Skin Hunger: Are You Experiencing Touch Deprivation?
What to do about lack of touch during social distancing
Another Medium writer Yael Wolfe wrote a recent post, Alone In A Pandemic — No hugs, no sex, no groceries…what’s a single gal to do?, and it got me to thinking about the power of a hug and the lack thereof.
During the COVID-19 pandemic, many people, especially those who live alone, will experience “skin hunger,” or touch deprivation, for the first time because of social distancing.
Our bodies need touch to function optimally.
As most of us know, skin to skin contact stimulates oxytocin, also called the “love hormone.” This contact is stressed for mother and baby immediately after birth for myriad physical effects, including stress relief, brain health and healing promotion.
In the article, “C-tactile afferent stimulating touch carries a positive affective value,” the authors explain how nerve fibers are believed to aid during the bodily process of human touch.
“The rewarding sensation of touch in affiliative interactions is hypothesized to be underpinned by a specialized system of nerve fibers called C-Tactile afferents (CTs), which respond optimally to slowly moving, gentle touch, typical of a caress.” — by Ralph Pawling,Peter R. Cannon, Francis P. McGlone, and Susannah C. Walker
The article also references the Social Touch Hypothesis, which is a theory that touch is integral in human development and in social bonding.
Symptoms of Touch Deprivation
It is commonly accepted that touch is connected to our mental and physical well being. When we go without regular physical contact, we can experience symptoms such as:
- aggressive behavior
- difficulty sleeping
- avoidance or fear of attachments or relationships (I’m pondering this one silently.)
People suffering from lack of touch may also find themselves subconsciously doing things to replace that feeling, such as bundling themselves in blankets, taking long and hot showers, and snuggling up to pets or even hugging pillows.
Well, I am no stranger to isolation, even before the current crisis. The thing about being deprived of human touch, is that it sneaks up on you.
When I first escaped an abusive and controlling relationship, I found myself newly single and newly free. It was an exciting and liberating time. Though, it also made me realize that I had been starved for physical contact.

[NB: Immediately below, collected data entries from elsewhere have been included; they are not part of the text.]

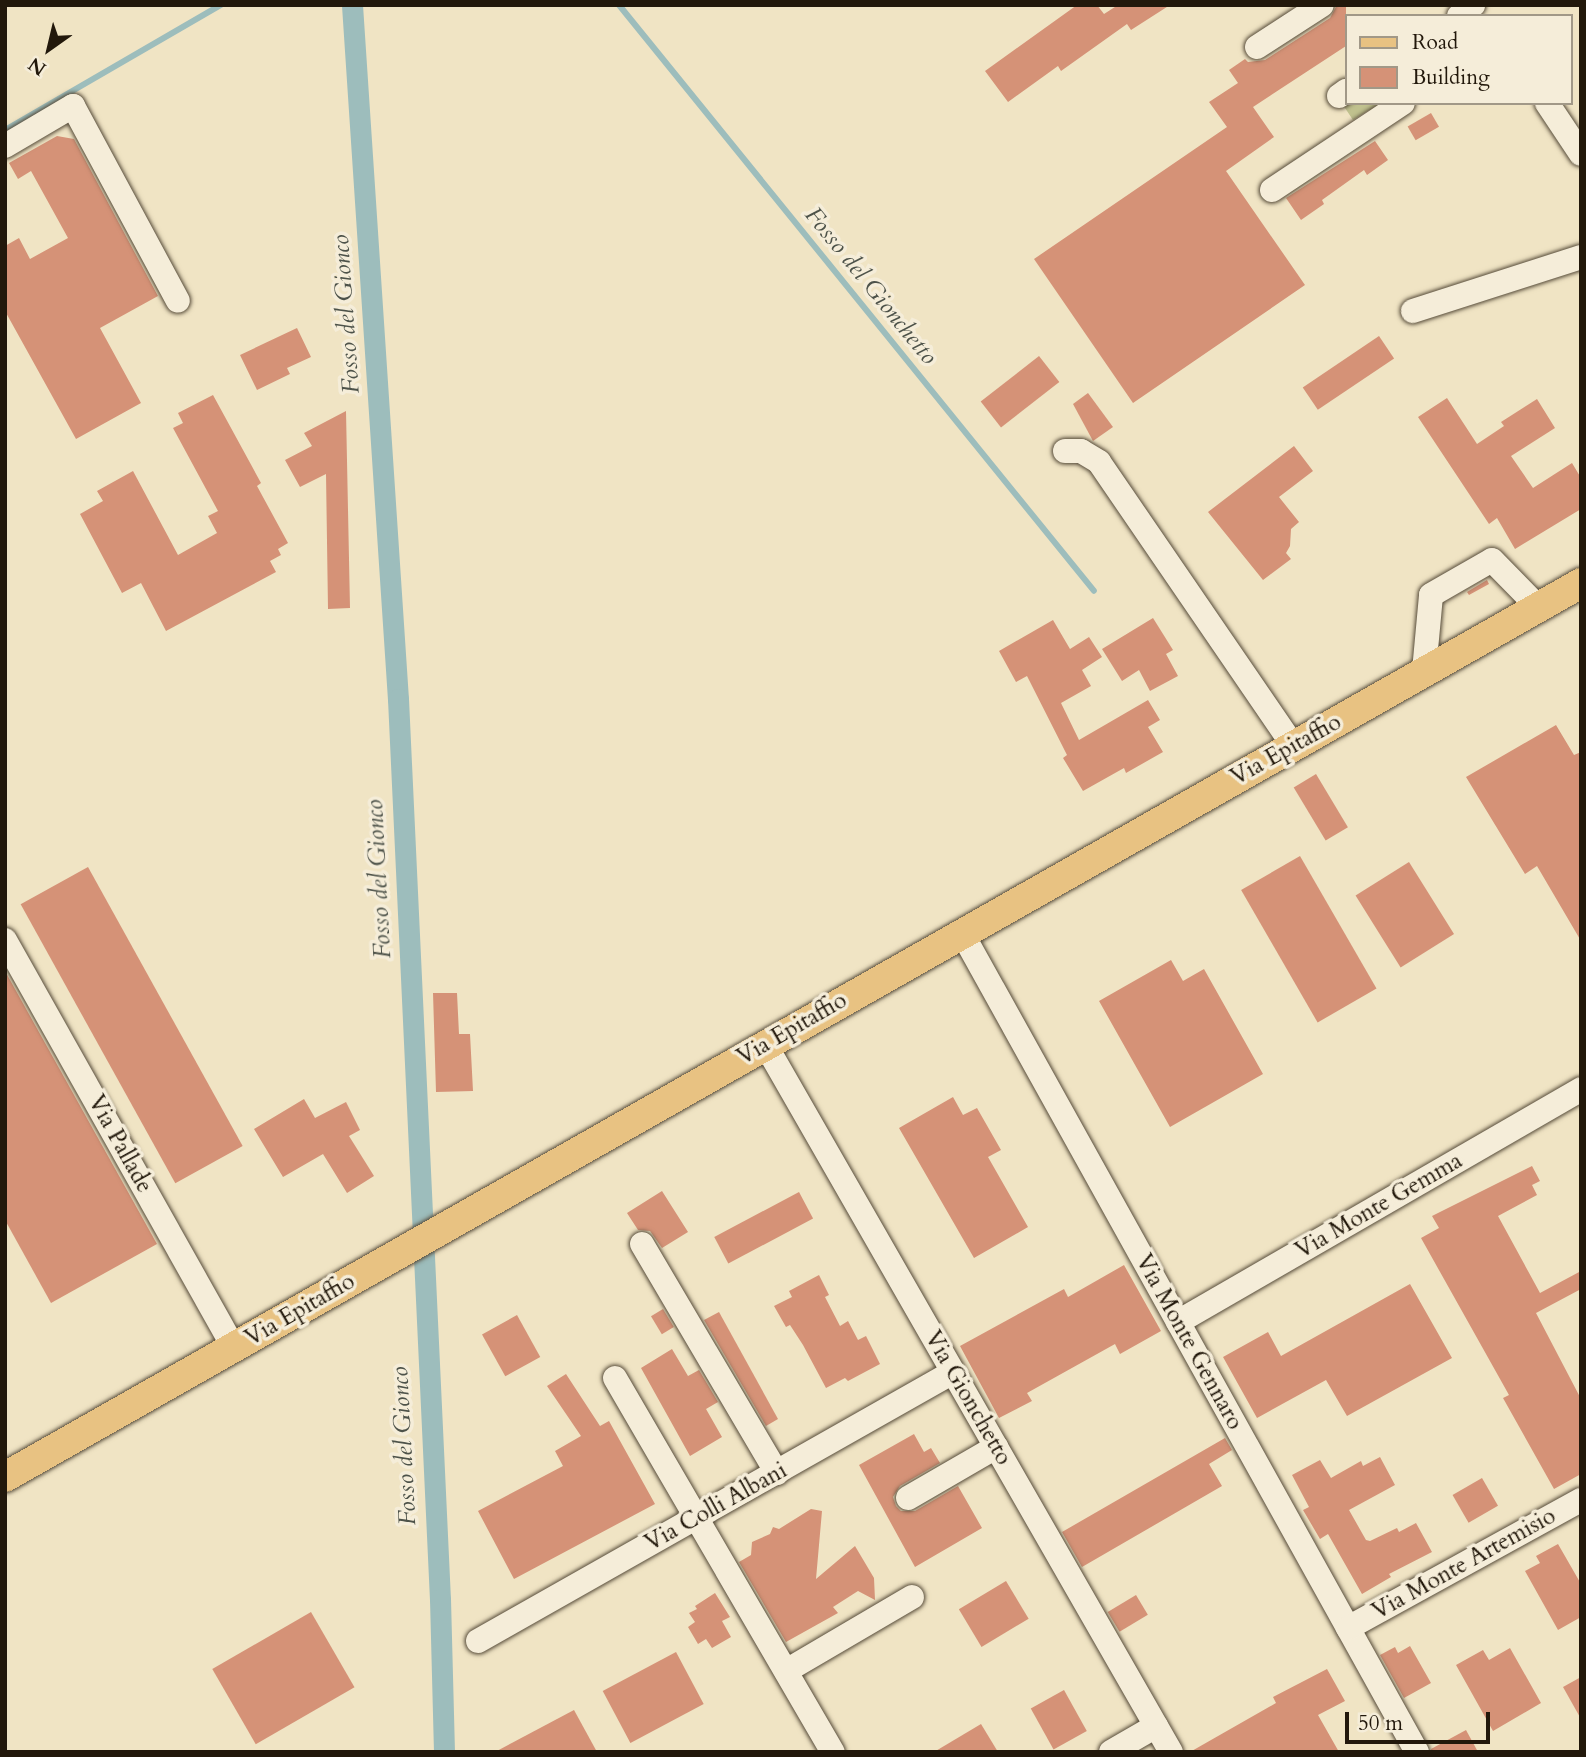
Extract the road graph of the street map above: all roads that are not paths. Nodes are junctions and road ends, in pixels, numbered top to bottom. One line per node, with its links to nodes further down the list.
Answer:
1 (1322, 5): 2 (street)
2 (1257, 47)
3 (1400, 105): 7 (street)
4 (1548, 105): 6 (street)
5 (5, 146): 9 (street)
6 (1581, 155)
7 (1272, 190)
8 (1581, 257): 10 (street)
9 (178, 301)
10 (1413, 311)
11 (1065, 451): 15 (street)
12 (1581, 583): 13 (main road, Via Epitaffio)
13 (1538, 607): 14 (main road, Via Epitaffio); 14 (street)
14 (1424, 671): 15 (main road, Via Epitaffio)
15 (1293, 745): 16 (main road, Via Epitaffio)
16 (962, 933): 18 (main road, Via Epitaffio); 21 (street, Via Monte Gennaro)
17 (5, 940): 22 (street, Via Pallade)
18 (765, 1044): 22 (main road, Via Epitaffio); 23 (street, Via Gionchetto)
19 (1581, 1089): 21 (street, Via Monte Gemma)
20 (642, 1244): 26 (street)
21 (1178, 1322): 32 (street, Via Monte Gennaro)
22 (234, 1348): 27 (main road, Via Epitaffio)
23 (953, 1372): 25 (street, Via Gionchetto); 26 (street, Via Colli Albani)
24 (615, 1378): 30 (street)
25 (996, 1447): 28 (street); 35 (street, Via Gionchetto)
26 (777, 1474): 30 (street, Via Colli Albani)
27 (5, 1477)
28 (908, 1497)
29 (1581, 1500): 32 (street, Via Monte Artemisio)
30 (696, 1518): 33 (street, Via Colli Albani); 34 (street)
31 (912, 1597): 34 (street)
32 (1348, 1628): 39 (street, Via Monte Gennaro)
33 (478, 1641)
34 (786, 1671): 36 (street)
35 (1156, 1726): 37 (street); 38 (street, Via Gionchetto)
36 (833, 1752)
37 (1111, 1752)
38 (1171, 1752)
39 (1417, 1752)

While there were many memorable experiences that I will never forget while dating during my first “year of freedom,” one of the most enlightening parts was receiving a hug at the end of the night after my first date. I remember how amazing it felt when she embraced me and squeezed me tight. What I didn’t realize until that very moment, was that I had been starved for human touch.
When I was under my previous partner’s control, I had been systematically isolated from friends and my support network. That control, and the devolution of my relationship, left me touch deprived.
I also realized that physical contact in other forms — not just intimate relationships — are also essential, like hugs from friends. Heck, I’d even take a high five right now.
What to Do
If you are living with a partner or if you have kids or pets, do make sure you get some hugs and snuggles in. If you live alone, go ahead and do the things that bring you comfort.
Self care is also imperative. Make sure you are taking care of your needs and your body. Indulge in a long, hot bath. Use that face mask in the back of your cabinet or make a homemade one. You can also do some self massage. Keep your body moving and get some fresh air. It will do wonders.
Moreover, it’s imperative to stay connected to your friends, family, and support network, even if you can’t hug them right now. Emotional support, even if it’s just commiserating over the empty toilet paper shelves at the store, will help regulate stress.
Lots of Longing
After the social distancing ends, I’m sure many people will be touch starved. I know that I’m going to hug all of my friends when I see them.
When we get back to our regular lives, single folks in particular will need to reconnect. In addition to seeing friends and family, people may want to do other activities with physical contact, such as scheduling a massage or hair appointment.
It will also be interesting to see the uptick in Tinder/dating app usage after we’ve all been cooped up.